**** Available data ****

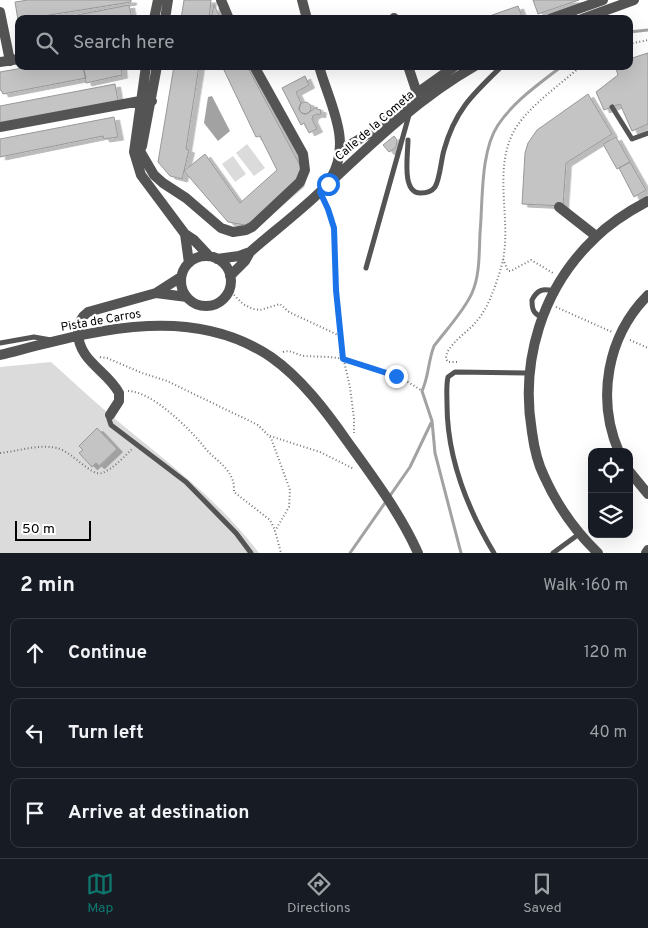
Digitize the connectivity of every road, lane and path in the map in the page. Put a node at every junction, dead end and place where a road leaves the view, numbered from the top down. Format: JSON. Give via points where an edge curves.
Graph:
{"nodes":[{"id":1,"x":158,"y":0,"type":"edge"},
{"id":2,"x":168,"y":0,"type":"edge"},
{"id":3,"x":221,"y":0,"type":"edge"},
{"id":4,"x":302,"y":0,"type":"edge"},
{"id":5,"x":603,"y":0,"type":"edge"},
{"id":6,"x":634,"y":0,"type":"edge"},
{"id":7,"x":0,"y":12,"type":"edge"},
{"id":8,"x":155,"y":15,"type":"edge"},
{"id":9,"x":166,"y":15,"type":"edge"},
{"id":10,"x":227,"y":15,"type":"edge"},
{"id":11,"x":306,"y":15,"type":"edge"},
{"id":12,"x":561,"y":15,"type":"edge"},
{"id":13,"x":593,"y":15,"type":"edge"},
{"id":14,"x":648,"y":40,"type":"edge"},
{"id":15,"x":633,"y":43,"type":"edge"},
{"id":16,"x":10,"y":61,"type":"edge"},
{"id":17,"x":145,"y":70,"type":"edge"},
{"id":18,"x":156,"y":70,"type":"edge"},
{"id":19,"x":256,"y":70,"type":"edge"},
{"id":20,"x":320,"y":70,"type":"edge"},
{"id":21,"x":409,"y":70,"type":"edge"},
{"id":22,"x":449,"y":70,"type":"edge"},
{"id":23,"x":468,"y":70,"type":"edge"},
{"id":24,"x":498,"y":70,"type":"edge"},
{"id":25,"x":576,"y":70,"type":"edge"},
{"id":26,"x":417,"y":93,"type":"junction"},
{"id":27,"x":140,"y":101,"type":"junction"},
{"id":28,"x":152,"y":101,"type":"junction"},
{"id":29,"x":612,"y":107,"type":"dead end"},
{"id":30,"x":410,"y":112,"type":"junction"},
{"id":31,"x":0,"y":127,"type":"edge"},
{"id":32,"x":648,"y":133,"type":"edge"},
{"id":33,"x":408,"y":140,"type":"dead end"},
{"id":34,"x":341,"y":150,"type":"junction"},
{"id":35,"x":138,"y":154,"type":"junction"},
{"id":36,"x":352,"y":162,"type":"junction"},
{"id":37,"x":324,"y":188,"type":"junction"},
{"id":38,"x":648,"y":201,"type":"edge"},
{"id":39,"x":559,"y":207,"type":"dead end"},
{"id":40,"x":185,"y":234,"type":"junction"},
{"id":41,"x":596,"y":236,"type":"junction"},
{"id":42,"x":250,"y":252,"type":"junction"},
{"id":43,"x":213,"y":257,"type":"junction"},
{"id":44,"x":503,"y":259,"type":"junction"},
{"id":45,"x":188,"y":263,"type":"junction"},
{"id":46,"x":366,"y":268,"type":"dead end"},
{"id":47,"x":230,"y":276,"type":"junction"},
{"id":48,"x":181,"y":277,"type":"junction"},
{"id":49,"x":561,"y":278,"type":"junction"},
{"id":50,"x":229,"y":290,"type":"junction"},
{"id":51,"x":553,"y":290,"type":"junction"},
{"id":52,"x":156,"y":293,"type":"junction"},
{"id":53,"x":648,"y":296,"type":"edge"},
{"id":54,"x":187,"y":297,"type":"junction"},
{"id":55,"x":547,"y":303,"type":"junction"},
{"id":56,"x":541,"y":318,"type":"junction"},
{"id":57,"x":620,"y":335,"type":"junction"},
{"id":58,"x":78,"y":336,"type":"junction"},
{"id":59,"x":340,"y":336,"type":"junction"},
{"id":60,"x":54,"y":342,"type":"junction"},
{"id":61,"x":0,"y":343,"type":"edge"},
{"id":62,"x":648,"y":348,"type":"edge"},
{"id":63,"x":0,"y":355,"type":"edge"},
{"id":64,"x":85,"y":356,"type":"junction"},
{"id":65,"x":272,"y":358,"type":"junction"},
{"id":66,"x":343,"y":359,"type":"junction"},
{"id":67,"x":457,"y":362,"type":"dead end"},
{"id":68,"x":528,"y":373,"type":"junction"},
{"id":69,"x":118,"y":391,"type":"junction"},
{"id":70,"x":422,"y":391,"type":"dead end"},
{"id":71,"x":110,"y":415,"type":"joint"},
{"id":72,"x":268,"y":435,"type":"junction"},
{"id":73,"x":137,"y":445,"type":"junction"},
{"id":74,"x":352,"y":448,"type":"junction"},
{"id":75,"x":618,"y":448,"type":"edge"},
{"id":76,"x":0,"y":453,"type":"edge"},
{"id":77,"x":356,"y":470,"type":"dead end"},
{"id":78,"x":633,"y":476,"type":"edge"},
{"id":79,"x":648,"y":494,"type":"edge"},
{"id":80,"x":275,"y":531,"type":"junction"},
{"id":81,"x":579,"y":534,"type":"junction"},
{"id":82,"x":251,"y":553,"type":"edge"},
{"id":83,"x":281,"y":553,"type":"edge"},
{"id":84,"x":418,"y":553,"type":"edge"},
{"id":85,"x":494,"y":553,"type":"edge"},
{"id":86,"x":553,"y":553,"type":"edge"},
{"id":87,"x":598,"y":553,"type":"edge"}],
"edges":[{"from":1,"to":8,"type":"street"},
{"from":2,"to":9,"type":"street"},
{"from":3,"to":10,"type":"street"},
{"from":4,"to":11,"type":"street"},
{"from":5,"to":12,"type":"street"},
{"from":6,"to":13,"type":"street"},
{"from":7,"to":16,"type":"street"},
{"from":14,"to":15,"type":"path"},
{"from":17,"to":27,"type":"street"},
{"from":18,"to":28,"type":"street"},
{"from":19,"to":35,"type":"street","via":[[303,154],[305,170],[300,182],[252,227],[233,232],[221,228],[186,198],[163,184]]},
{"from":20,"to":34,"type":"street","via":[[339,128]]},
{"from":21,"to":26,"type":"street","name":"Calle de la Cometa"},
{"from":22,"to":26,"type":"street","name":"Calle de la Cometa"},
{"from":23,"to":30,"type":"street","name":"Calle de la Cometa"},
{"from":24,"to":33,"type":"lane","via":[[470,96],[457,116],[434,187],[427,193],[418,194],[410,188],[407,179]]},
{"from":25,"to":44,"type":"path","via":[[523,116],[511,136],[504,172]]},
{"from":26,"to":34,"type":"street","name":"Calle de la Cometa","via":[[375,130]]},
{"from":27,"to":28,"type":"street"},
{"from":27,"to":31,"type":"street"},
{"from":27,"to":35,"type":"street","via":[[134,146]]},
{"from":28,"to":35,"type":"street"},
{"from":29,"to":32,"type":"lane","via":[[632,140]]},
{"from":30,"to":36,"type":"street","name":"Calle de la Cometa"},
{"from":30,"to":46,"type":"lane"},
{"from":34,"to":36,"type":"street","via":[[345,159]]},
{"from":34,"to":37,"type":"street","name":"Calle de la Cometa","via":[[335,172]]},
{"from":35,"to":40,"type":"street","via":[[138,170],[145,182]]},
{"from":36,"to":37,"type":"street","name":"Calle de la Cometa"},
{"from":37,"to":42,"type":"street","name":"Calle de la Cometa"},
{"from":37,"to":59,"type":"path","via":[[334,228]]},
{"from":38,"to":41,"type":"street"},
{"from":39,"to":41,"type":"street"},
{"from":40,"to":43,"type":"street"},
{"from":40,"to":45,"type":"street"},
{"from":41,"to":49,"type":"street"},
{"from":42,"to":43,"type":"street","name":"Calle de la Cometa"},
{"from":42,"to":47,"type":"street","name":"Calle de la Cometa"},
{"from":43,"to":45,"type":"street","via":[[202,256]]},
{"from":43,"to":47,"type":"street","via":[[226,266]]},
{"from":44,"to":49,"type":"path","via":[[508,271],[531,260]]},
{"from":44,"to":67,"type":"path","via":[[482,314],[447,351],[448,362]]},
{"from":45,"to":48,"type":"street"},
{"from":47,"to":50,"type":"street"},
{"from":48,"to":52,"type":"street"},
{"from":48,"to":54,"type":"street"},
{"from":49,"to":51,"type":"street"},
{"from":50,"to":54,"type":"street","via":[[212,305],[199,304]]},
{"from":50,"to":59,"type":"path","via":[[250,308],[260,310],[280,304],[289,312]]},
{"from":51,"to":55,"type":"street"},
{"from":51,"to":56,"type":"lane","via":[[540,290],[532,300],[532,310]]},
{"from":52,"to":54,"type":"street"},
{"from":52,"to":58,"type":"street","via":[[88,312],[82,316]]},
{"from":53,"to":57,"type":"street"},
{"from":55,"to":56,"type":"street"},
{"from":55,"to":57,"type":"path"},
{"from":56,"to":68,"type":"street"},
{"from":57,"to":62,"type":"path"},
{"from":57,"to":75,"type":"street","via":[[606,388],[609,424]]},
{"from":58,"to":60,"type":"street","name":"Pista de Carros"},
{"from":58,"to":64,"type":"street"},
{"from":58,"to":65,"type":"street","name":"Pista de Carros","via":[[146,325],[194,328],[244,342]]},
{"from":59,"to":66,"type":"path"},
{"from":60,"to":61,"type":"lane","via":[[34,337]]},
{"from":60,"to":63,"type":"street","name":"Pista de Carros"},
{"from":64,"to":69,"type":"street"},
{"from":64,"to":72,"type":"path","via":[[107,358],[167,381],[258,425]]},
{"from":65,"to":66,"type":"path","via":[[287,351],[302,356]]},
{"from":65,"to":74,"type":"street","name":"Pista de Carros","via":[[322,408]]},
{"from":66,"to":70,"type":"path","via":[[383,371]]},
{"from":66,"to":74,"type":"path","via":[[354,420]]},
{"from":68,"to":81,"type":"street","via":[[528,409],[543,475]]},
{"from":68,"to":85,"type":"lane","via":[[456,372],[447,381],[447,421],[454,460],[474,518]]},
{"from":69,"to":71,"type":"street","via":[[119,401]]},
{"from":69,"to":80,"type":"path","via":[[134,391],[182,423],[224,466],[233,481],[234,492],[270,520]]},
{"from":71,"to":73,"type":"lane","via":[[111,424]]},
{"from":72,"to":77,"type":"path","via":[[320,452]]},
{"from":72,"to":80,"type":"path","via":[[290,490],[289,508]]},
{"from":73,"to":76,"type":"path","via":[[99,474],[60,449],[38,446]]},
{"from":73,"to":82,"type":"lane","via":[[192,488]]},
{"from":74,"to":84,"type":"street","name":"Pista de Carros","via":[[402,522]]},
{"from":78,"to":79,"type":"street"},
{"from":80,"to":83,"type":"path"},
{"from":81,"to":86,"type":"lane"},
{"from":81,"to":87,"type":"street"}]}
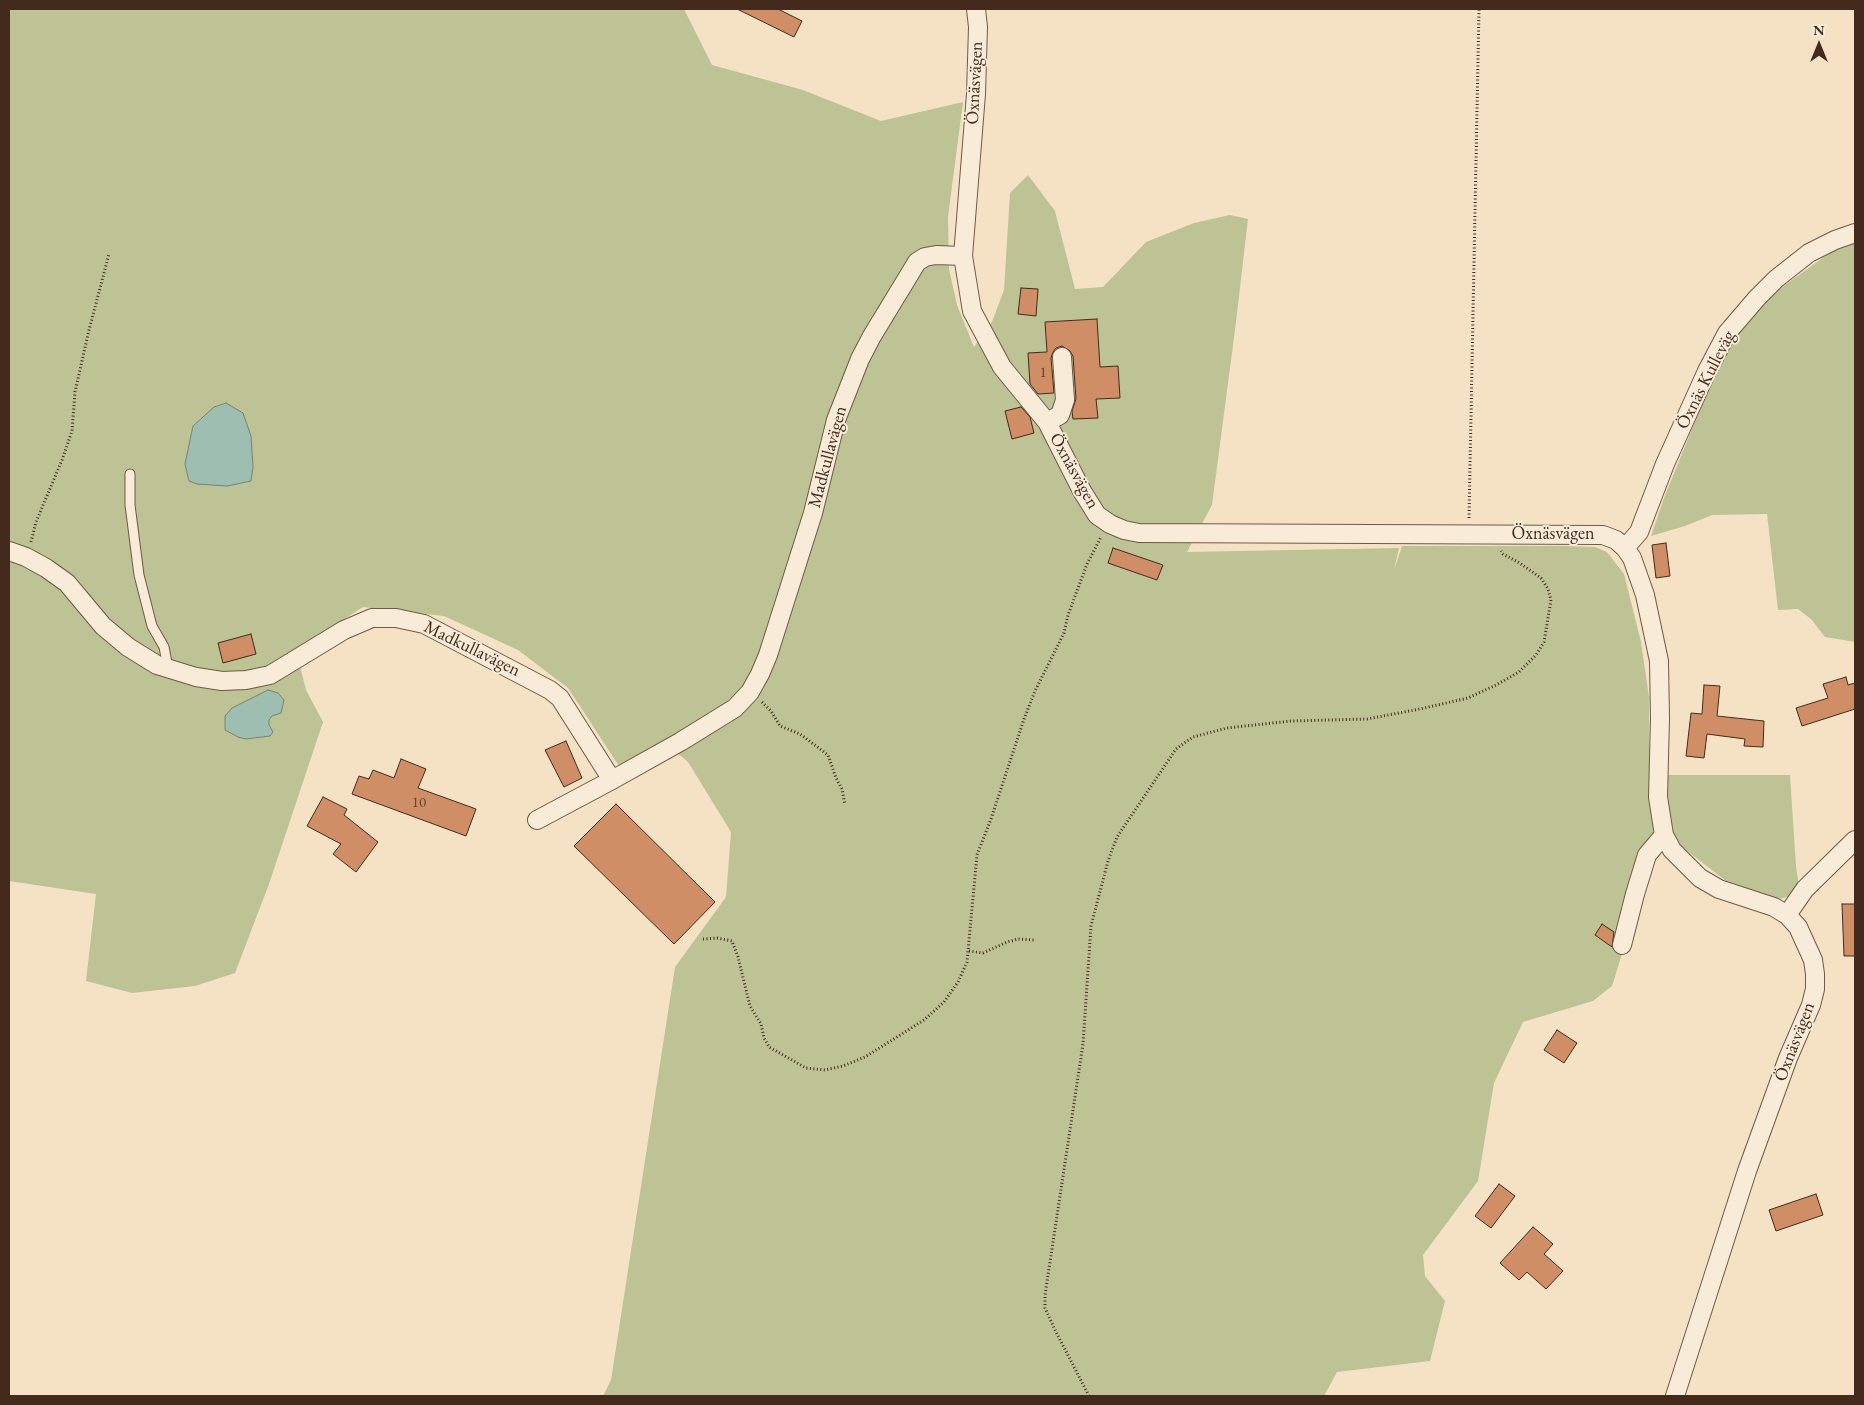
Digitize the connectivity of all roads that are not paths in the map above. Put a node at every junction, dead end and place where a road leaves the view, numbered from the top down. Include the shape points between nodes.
1 (976, 9) edge
2 (1855, 232) edge
3 (963, 256) junction
4 (1062, 357) dead end
5 (1047, 422) junction
6 (130, 474) dead end
7 (1625, 548) junction
8 (9, 551) edge
9 (168, 668) junction
10 (612, 780) junction
11 (537, 820) dead end
12 (1664, 835) junction
13 (1855, 840) edge
14 (1787, 915) junction
15 (1622, 945) dead end
16 (1675, 1396) edge

1 - 3 street, Öxnäsvägen via 976,94
2 - 7 street, Öxnäs Kulleväg via 1821,246 1794,265 1757,298 1727,333 1669,455 1639,532
3 - 5 street, Öxnäsvägen via 972,311 1002,367
3 - 10 street, Madkullavägen via 936,255 917,262 860,359 836,420 813,513 768,655 750,692 735,708
4 - 5 street via 1065,400 1060,415
5 - 7 street, Öxnäsvägen via 1097,515 1132,532 1603,534
6 - 9 lane via 131,514 139,575 152,626 164,646
7 - 12 street, Öxnäsvägen via 1632,558 1645,595 1659,661 1658,797
8 - 9 street, Madkullavägen via 26,557 67,583 103,626 128,647
9 - 10 street, Madkullavägen via 222,681 254,679 270,675 372,618 409,620 424,624 550,690 560,698
10 - 11 street, Madkullavägen
12 - 14 street, Öxnäsvägen via 1672,850 1700,878 1719,889 1774,907
12 - 15 street via 1647,855
13 - 14 street via 1805,889
14 - 16 street, Öxnäsvägen via 1798,927 1813,960 1815,981 1811,1005 1747,1171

****

• **Problem**
Search the entries for the word "leaves". Copy each line where it appears.

• **Task output**
Digitize the connectivity of every road, lane and path in the map in the page. Put a node at every junction, dead end and place where a road leaves the view, numbered from the top down. Format: JSON. Give via points where an edge curves.
Digitize the connectivity of all roads that are not paths in the map above. Put a node at every junction, dead end and place where a road leaves the view, numbered from the top down. Include the shape points between nodes.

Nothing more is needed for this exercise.